Problem requirements ▸ Without the pictures, retype each line below exactly as it stands.

Records supplied ▸
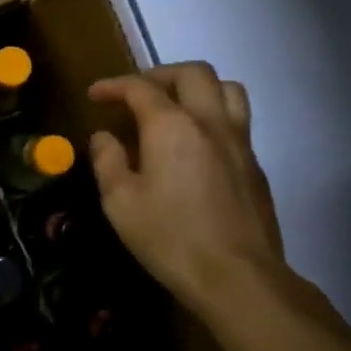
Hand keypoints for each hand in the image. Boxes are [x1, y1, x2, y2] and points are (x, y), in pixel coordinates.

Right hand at [88, 63, 286, 318]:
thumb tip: (104, 137)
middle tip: (137, 92)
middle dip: (159, 74)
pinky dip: (214, 115)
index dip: (114, 85)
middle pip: (192, 73)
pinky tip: (197, 145)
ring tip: (176, 106)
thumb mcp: (121, 203)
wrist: (238, 278)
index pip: (140, 88)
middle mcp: (210, 122)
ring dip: (197, 87)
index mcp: (172, 126)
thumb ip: (108, 161)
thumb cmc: (170, 238)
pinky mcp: (255, 166)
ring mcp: (240, 142)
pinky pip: (237, 121)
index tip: (95, 94)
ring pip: (227, 89)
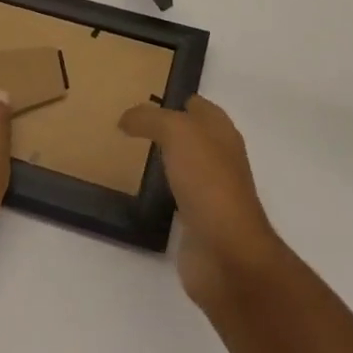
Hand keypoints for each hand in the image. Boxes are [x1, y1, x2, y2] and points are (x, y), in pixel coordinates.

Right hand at [119, 96, 286, 307]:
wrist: (226, 253)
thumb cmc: (207, 181)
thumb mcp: (176, 132)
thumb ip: (150, 119)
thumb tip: (126, 119)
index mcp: (221, 131)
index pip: (196, 105)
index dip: (173, 99)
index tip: (141, 99)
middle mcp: (219, 157)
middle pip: (190, 135)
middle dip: (165, 129)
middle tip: (129, 126)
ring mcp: (210, 191)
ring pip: (183, 165)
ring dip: (163, 160)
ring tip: (130, 154)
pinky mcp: (198, 221)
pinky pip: (176, 197)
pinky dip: (161, 193)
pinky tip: (141, 192)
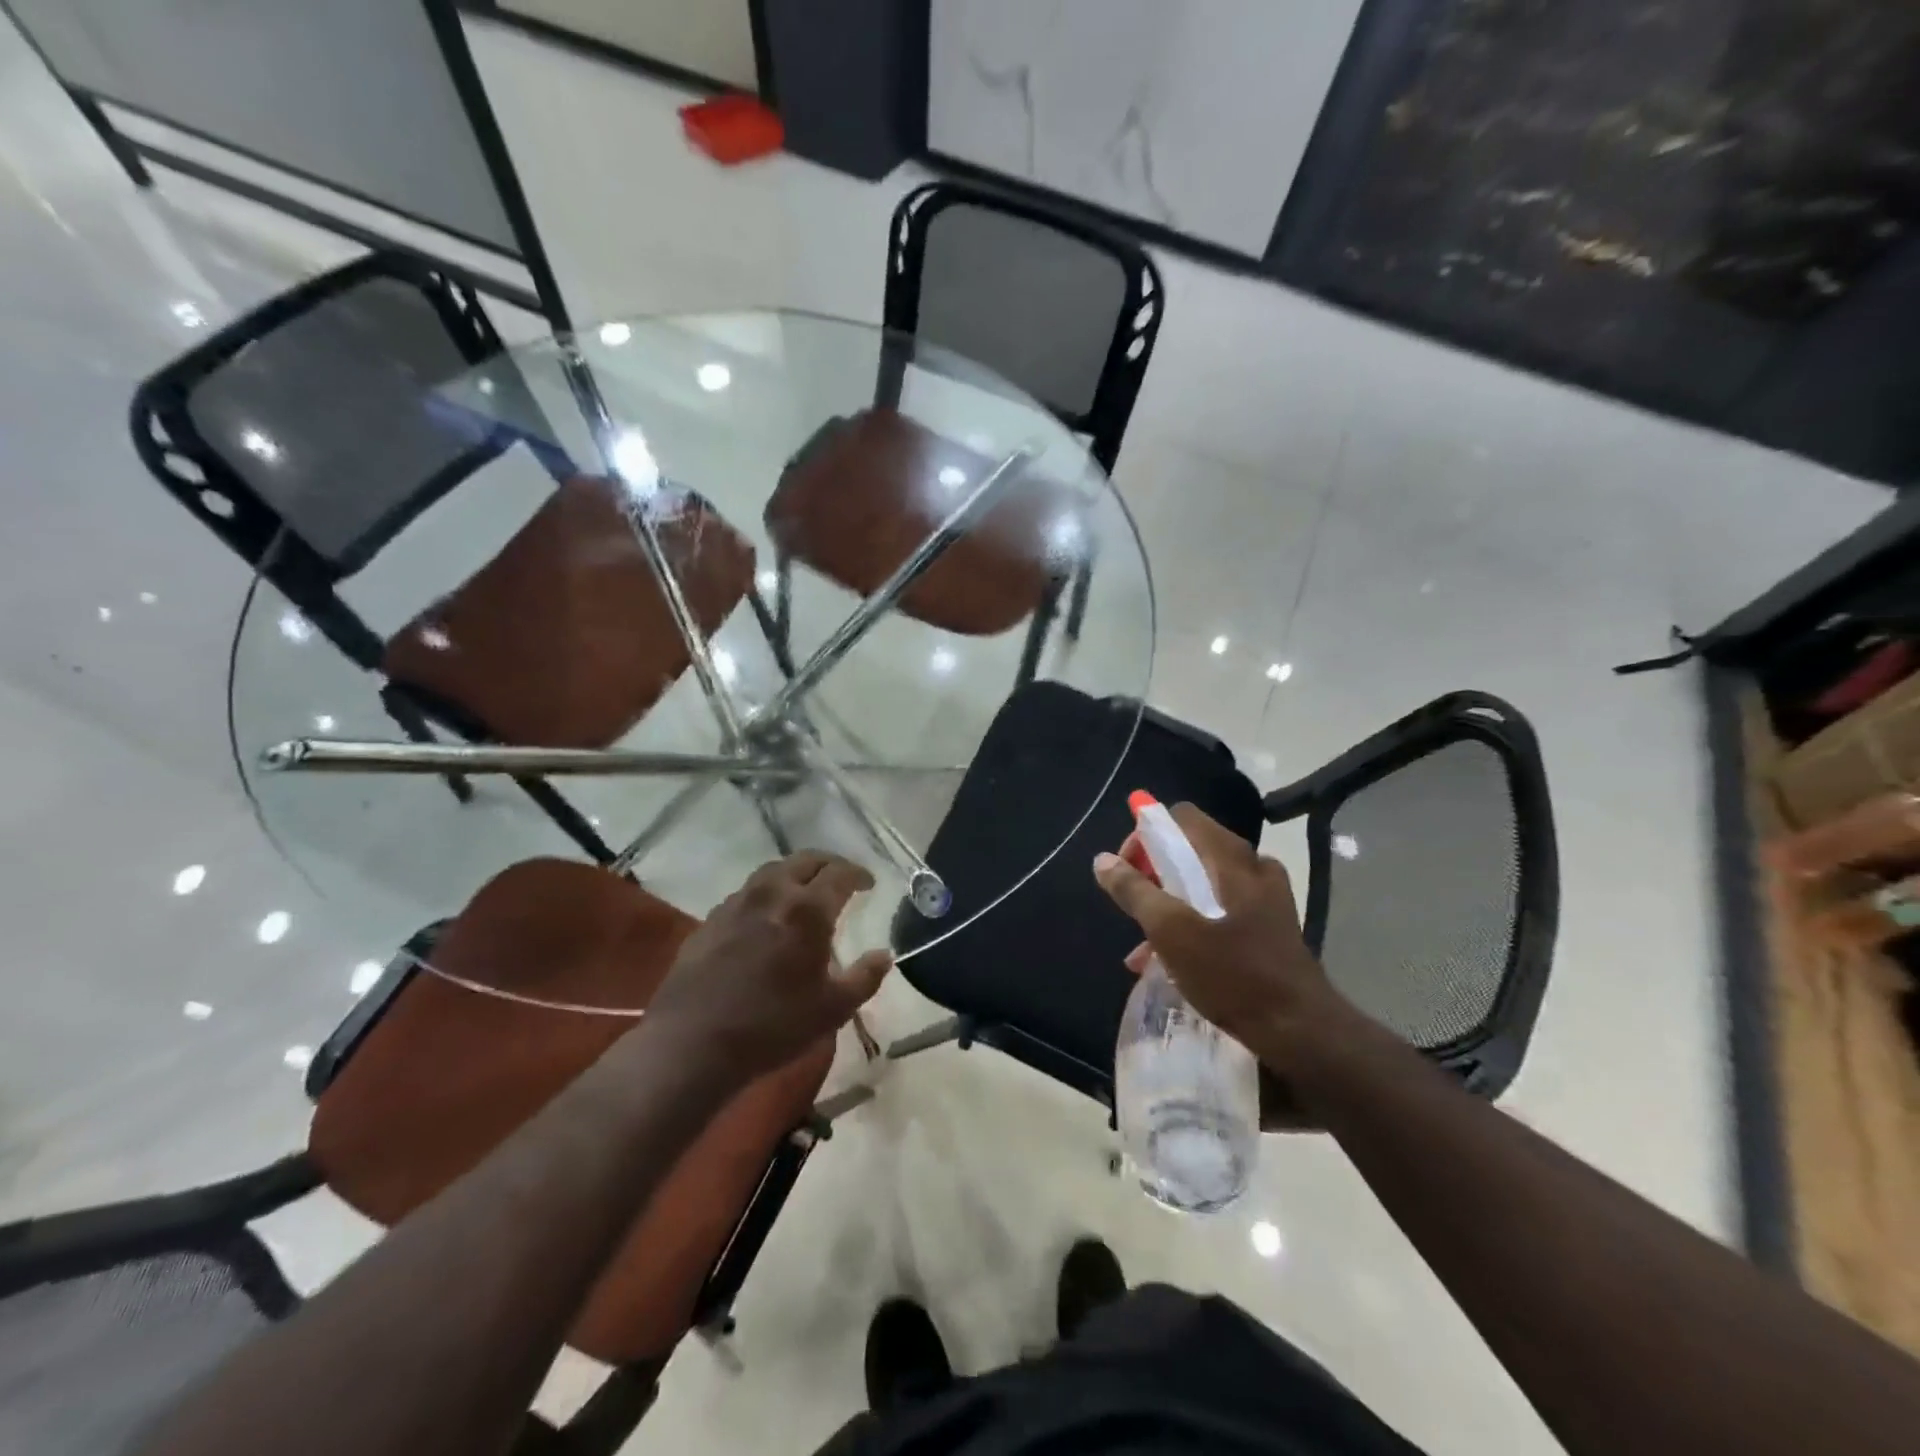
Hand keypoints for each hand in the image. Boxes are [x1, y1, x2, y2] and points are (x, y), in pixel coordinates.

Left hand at [648, 851, 892, 1082]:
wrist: (692, 1043)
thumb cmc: (773, 1025)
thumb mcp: (833, 1010)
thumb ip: (864, 978)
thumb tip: (884, 955)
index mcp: (808, 910)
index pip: (839, 874)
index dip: (858, 874)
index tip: (869, 883)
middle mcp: (772, 894)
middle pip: (805, 861)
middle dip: (828, 864)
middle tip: (841, 878)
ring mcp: (736, 904)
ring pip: (771, 871)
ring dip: (794, 873)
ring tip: (804, 891)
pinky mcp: (709, 921)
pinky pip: (745, 894)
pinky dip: (765, 894)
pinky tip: (765, 917)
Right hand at [1093, 803, 1360, 1127]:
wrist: (1301, 1031)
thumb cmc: (1233, 975)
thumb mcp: (1171, 933)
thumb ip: (1135, 892)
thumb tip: (1102, 860)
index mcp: (1231, 858)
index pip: (1180, 818)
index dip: (1146, 837)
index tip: (1128, 873)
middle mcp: (1252, 867)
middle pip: (1190, 849)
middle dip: (1154, 875)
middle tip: (1135, 909)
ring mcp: (1265, 897)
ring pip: (1203, 883)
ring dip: (1169, 904)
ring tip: (1142, 945)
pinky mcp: (1269, 926)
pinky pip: (1221, 909)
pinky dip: (1192, 923)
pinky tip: (1169, 962)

Response area ▸
Hand keypoints for each hand in the image. Boxes are [x1, y1, x2, y2] and points are (x, y), in pixel coordinates.

Right hand at [88, 63, 286, 318]:
thumb tip: (104, 137)
middle tip: (137, 92)
middle dip: (159, 74)
pinky dip: (214, 115)
index dip: (114, 85)
middle pip: (192, 73)
pinky tip: (197, 145)
ring tip: (176, 106)
thumb mcp: (121, 203)
wrist: (238, 278)
index pip: (140, 88)
middle mcp: (210, 122)
ring dip: (197, 87)
index mcp: (172, 126)
thumb ip: (108, 161)
thumb cmc: (170, 238)
pinky mcp: (255, 166)
ring mcp: (240, 142)
pinky pip: (237, 121)
index tip: (95, 94)
ring pip: (227, 89)
Hand keypoints for each hand in the image. Boxes are [x1, y1, x2, y2] and points are (x, y), in pixel coordinates.

Right hand at [119, 96, 286, 307]:
wrist: (226, 253)
thumb cmc: (207, 181)
thumb mcp: (176, 132)
thumb ip: (150, 119)
thumb tip: (126, 119)
index mcp: (221, 131)
index pip: (196, 105)
index dip: (173, 99)
index tip: (141, 99)
middle mcp: (219, 157)
middle pip: (190, 135)
middle dip: (165, 129)
middle tip: (129, 126)
ring mcp: (210, 191)
ring pip: (183, 165)
ring dip: (163, 160)
ring tip: (130, 154)
pinky mcp: (198, 221)
pinky pip: (176, 197)
pinky dip: (161, 193)
pinky tip: (141, 192)
Hand keypoints for each hand in the image. Boxes are [x1, y1, x2, y2] and points are (x, y), in pixel coordinates.

Left hand at [648, 851, 892, 1082]:
wrist: (692, 1043)
thumb cmc: (773, 1025)
thumb mcp: (833, 1010)
thumb ip: (864, 978)
thumb tip: (884, 955)
index mcp: (808, 910)
index pip: (839, 874)
index dip: (858, 874)
index tip: (869, 883)
middle mcp: (772, 894)
middle pip: (805, 861)
middle dip: (828, 864)
middle tip: (841, 878)
ring mcp: (736, 904)
ring pip: (771, 871)
ring dip: (794, 873)
ring tip: (804, 891)
pinky mcp: (709, 921)
pinky pip: (745, 894)
pinky dip: (765, 894)
pinky tip: (765, 917)
Right hand at [1093, 803, 1360, 1127]:
wrist: (1301, 1031)
thumb cmc: (1233, 975)
thumb mcp: (1171, 933)
thumb ip: (1135, 892)
thumb tip: (1102, 860)
index mcp: (1231, 858)
index pip: (1180, 818)
index dip: (1146, 837)
index tip: (1128, 873)
middle mcp: (1252, 867)
middle pip: (1190, 849)
middle dip: (1154, 875)
middle tip: (1135, 909)
ring mcp: (1265, 897)
ring pip: (1203, 883)
ring dip: (1169, 904)
ring tip: (1142, 945)
pinky mcp: (1269, 926)
pinky pip: (1221, 909)
pinky dip: (1192, 923)
pinky tip: (1169, 962)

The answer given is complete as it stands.